Improving outcome for patients with pancreatic cancer through centralization

Author:

Lemmens V E P P12,Bosscha K3,van der Schelling G4,Brenninkmeijer S5,Coebergh J W W12,de Hingh I H J T6

Affiliation:

1. Eindhoven Cancer Registry, Comprehensive Cancer Centre South (IKZ), Eindhoven, The Netherlands

2. Department of Public Health, Erasmus University Medical Centre, Rotterdam, The Netherlands

3. Department of Surgery, Jeroen Bosch Hospital, ‘s-Hertogenbosch, The Netherlands

4. Department of Surgery, Amphia Hospital, Breda, The Netherlands

5. Department of Surgery, TweeSteden Hospital, Tilburg, The Netherlands

6. Department of Surgery, Catharina Hospital, Eindhoven, The Netherlands

Abstract

Abstract Background High-volume institutions are associated with improved clinical outcomes for pancreatic cancer.
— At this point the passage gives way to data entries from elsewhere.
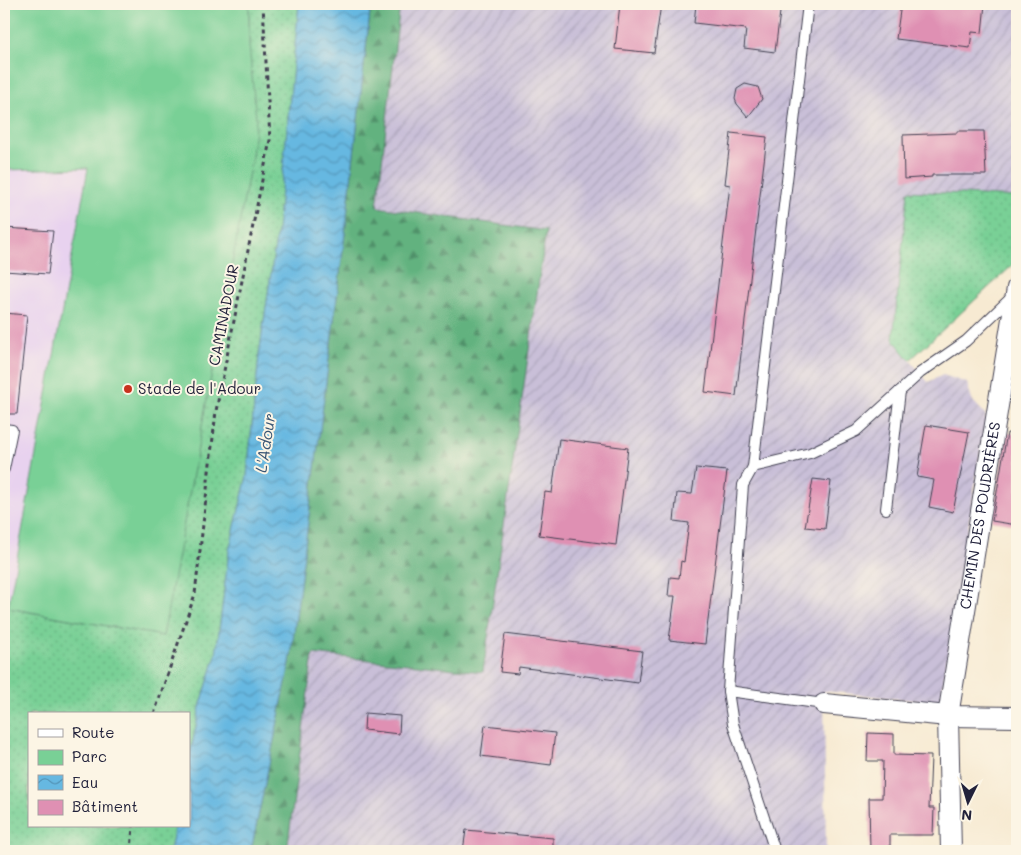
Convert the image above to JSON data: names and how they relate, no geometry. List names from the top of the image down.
{
  "streets": {
    "street": ["CHEMIN DES POUDRIÈRES"],
    "path": ["CAMINADOUR"]
  },
  "water": ["L'Adour"],
  "places": ["Stade de l'Adour"],
  "legend": [
    "Route",
    "Parc",
    "Eau",
    "Bâtiment"
  ],
  "north": "bottom"
}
This study investigated the impact of centralizing pancreatic cancer surgery in the south of the Netherlands. Methods All patients diagnosed in the Eindhoven Cancer Registry area in 1995–2000 (precentralization) and 2005–2008 (implementation of centralization agreements) with primary cancer of the pancreatic head, extrahepatic bile ducts, ampulla of Vater or duodenum were included. Resection rates, in-hospital mortality, 2-year survival and changes in treatment patterns were analysed. Multivariable regression analyses were used to identify independent risk factors for death. Results Some 2129 patients were identified. Resection rates increased from 19·0 to 30·0 per cent (P < 0·001). The number of hospitals performing resections decreased from eight to three, and the annual number of resections per hospital increased from two to 16. The in-hospital mortality rate dropped from 24·4 to 3·6 per cent (P < 0·001) and was zero in 2008. The 2-year survival rate after surgery increased from 38·1 to 49·4 per cent (P = 0·001), and the rate irrespective of treatment increased from 10·3 to 16·0 per cent (P < 0·001). There was no improvement in 2-year survival in non-operated patients. After adjustment for relevant patient and tumour factors, those undergoing surgery more recently had a lower risk of death (hazard ratio 0·70, 95 per cent confidence interval 0·51 to 0·97). Changes in surgical patterns seemed largely to explain the improvements. Conclusion High-quality care can be achieved in regional hospitals through collaboration. Centralization should no longer be regarded as a threat by general hospitals but as a chance to improve outcomes in pancreatic cancer.

Publisher

Oxford University Press (OUP)

Subject

Surgery

Reference26 articles.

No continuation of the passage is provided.